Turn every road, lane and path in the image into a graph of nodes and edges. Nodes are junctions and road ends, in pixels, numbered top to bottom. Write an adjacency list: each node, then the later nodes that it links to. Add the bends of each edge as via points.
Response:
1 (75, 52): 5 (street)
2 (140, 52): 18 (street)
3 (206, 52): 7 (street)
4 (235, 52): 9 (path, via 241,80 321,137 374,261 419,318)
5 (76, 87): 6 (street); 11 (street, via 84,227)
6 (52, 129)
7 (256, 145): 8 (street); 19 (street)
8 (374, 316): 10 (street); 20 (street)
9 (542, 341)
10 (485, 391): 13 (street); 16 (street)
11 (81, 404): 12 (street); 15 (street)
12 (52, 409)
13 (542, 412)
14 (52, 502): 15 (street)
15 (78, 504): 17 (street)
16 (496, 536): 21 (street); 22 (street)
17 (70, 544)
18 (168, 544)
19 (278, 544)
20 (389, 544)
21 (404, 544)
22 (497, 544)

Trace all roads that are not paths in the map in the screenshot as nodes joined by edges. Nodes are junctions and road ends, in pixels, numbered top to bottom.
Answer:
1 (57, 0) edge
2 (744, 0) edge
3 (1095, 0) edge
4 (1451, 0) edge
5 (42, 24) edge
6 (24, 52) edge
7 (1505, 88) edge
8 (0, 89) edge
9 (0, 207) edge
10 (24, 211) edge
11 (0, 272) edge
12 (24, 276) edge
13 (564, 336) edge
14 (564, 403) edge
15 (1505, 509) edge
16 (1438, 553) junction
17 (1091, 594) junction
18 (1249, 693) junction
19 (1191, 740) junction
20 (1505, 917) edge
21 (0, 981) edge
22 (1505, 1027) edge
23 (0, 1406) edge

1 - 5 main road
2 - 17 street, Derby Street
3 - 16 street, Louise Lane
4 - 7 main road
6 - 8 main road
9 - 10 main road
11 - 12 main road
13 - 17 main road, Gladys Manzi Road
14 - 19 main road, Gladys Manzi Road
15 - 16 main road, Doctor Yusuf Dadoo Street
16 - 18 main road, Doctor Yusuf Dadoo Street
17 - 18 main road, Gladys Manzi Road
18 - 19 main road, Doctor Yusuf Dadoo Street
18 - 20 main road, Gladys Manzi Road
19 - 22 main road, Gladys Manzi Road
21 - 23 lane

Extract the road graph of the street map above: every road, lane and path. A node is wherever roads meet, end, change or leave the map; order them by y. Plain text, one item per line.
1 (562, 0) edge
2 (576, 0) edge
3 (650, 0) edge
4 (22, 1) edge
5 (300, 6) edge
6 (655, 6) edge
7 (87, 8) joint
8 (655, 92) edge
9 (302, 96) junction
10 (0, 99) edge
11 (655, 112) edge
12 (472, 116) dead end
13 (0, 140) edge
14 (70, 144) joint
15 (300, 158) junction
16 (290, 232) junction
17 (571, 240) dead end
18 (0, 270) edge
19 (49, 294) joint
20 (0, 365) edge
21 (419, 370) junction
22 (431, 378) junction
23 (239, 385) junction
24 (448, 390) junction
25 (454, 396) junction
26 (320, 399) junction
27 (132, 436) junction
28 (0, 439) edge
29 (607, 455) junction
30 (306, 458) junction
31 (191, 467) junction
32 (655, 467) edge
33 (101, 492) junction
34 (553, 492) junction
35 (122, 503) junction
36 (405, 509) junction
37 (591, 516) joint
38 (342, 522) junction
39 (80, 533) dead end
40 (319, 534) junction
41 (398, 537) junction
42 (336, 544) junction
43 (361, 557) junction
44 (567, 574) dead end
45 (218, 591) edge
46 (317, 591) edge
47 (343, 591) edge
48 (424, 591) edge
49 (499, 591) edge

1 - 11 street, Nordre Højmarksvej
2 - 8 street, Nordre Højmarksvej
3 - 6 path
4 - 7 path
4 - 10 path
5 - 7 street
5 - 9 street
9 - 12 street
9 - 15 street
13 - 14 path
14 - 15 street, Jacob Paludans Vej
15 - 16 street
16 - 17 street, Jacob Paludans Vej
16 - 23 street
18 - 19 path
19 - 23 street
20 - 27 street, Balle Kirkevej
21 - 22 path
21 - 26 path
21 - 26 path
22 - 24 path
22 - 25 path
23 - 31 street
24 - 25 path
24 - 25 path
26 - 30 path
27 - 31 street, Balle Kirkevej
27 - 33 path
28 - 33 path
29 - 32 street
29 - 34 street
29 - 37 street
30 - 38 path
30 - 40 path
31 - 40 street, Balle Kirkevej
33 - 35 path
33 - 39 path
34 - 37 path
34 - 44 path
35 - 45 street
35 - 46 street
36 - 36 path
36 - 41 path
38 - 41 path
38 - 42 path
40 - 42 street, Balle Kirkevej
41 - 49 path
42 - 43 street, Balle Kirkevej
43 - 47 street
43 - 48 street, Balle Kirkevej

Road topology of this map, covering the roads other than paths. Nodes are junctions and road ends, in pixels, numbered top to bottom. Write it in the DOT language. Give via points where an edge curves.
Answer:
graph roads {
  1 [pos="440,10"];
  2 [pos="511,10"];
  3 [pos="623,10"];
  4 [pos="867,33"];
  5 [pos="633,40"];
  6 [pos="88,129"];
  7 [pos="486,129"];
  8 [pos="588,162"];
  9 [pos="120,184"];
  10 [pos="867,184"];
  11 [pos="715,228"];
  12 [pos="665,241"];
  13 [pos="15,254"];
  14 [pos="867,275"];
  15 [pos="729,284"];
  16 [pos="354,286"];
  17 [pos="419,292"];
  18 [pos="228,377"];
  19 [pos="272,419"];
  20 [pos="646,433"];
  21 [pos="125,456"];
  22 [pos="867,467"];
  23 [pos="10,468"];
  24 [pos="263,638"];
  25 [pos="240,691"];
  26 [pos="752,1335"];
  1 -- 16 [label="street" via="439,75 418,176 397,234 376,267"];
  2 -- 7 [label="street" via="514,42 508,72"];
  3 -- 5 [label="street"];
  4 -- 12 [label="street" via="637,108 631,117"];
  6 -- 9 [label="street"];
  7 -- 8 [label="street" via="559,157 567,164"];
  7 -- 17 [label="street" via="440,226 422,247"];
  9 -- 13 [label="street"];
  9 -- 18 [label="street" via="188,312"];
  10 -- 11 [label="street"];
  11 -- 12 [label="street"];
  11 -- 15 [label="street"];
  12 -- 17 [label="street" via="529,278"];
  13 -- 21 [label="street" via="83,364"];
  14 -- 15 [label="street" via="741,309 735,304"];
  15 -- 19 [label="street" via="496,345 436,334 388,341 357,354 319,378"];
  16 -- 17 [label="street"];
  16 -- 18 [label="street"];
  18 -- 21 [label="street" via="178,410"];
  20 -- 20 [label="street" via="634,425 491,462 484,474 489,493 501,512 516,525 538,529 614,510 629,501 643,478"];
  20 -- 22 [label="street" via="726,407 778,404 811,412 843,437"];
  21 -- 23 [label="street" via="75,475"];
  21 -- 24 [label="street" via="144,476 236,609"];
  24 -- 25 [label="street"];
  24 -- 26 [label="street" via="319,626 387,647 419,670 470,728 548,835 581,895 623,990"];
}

++++++++++++++++++++

> **What the exercise asks**: Copy each line of the listing that contains "joint".

> **Exercise response**:
7 (87, 8) joint
14 (70, 144) joint
19 (49, 294) joint
37 (591, 516) joint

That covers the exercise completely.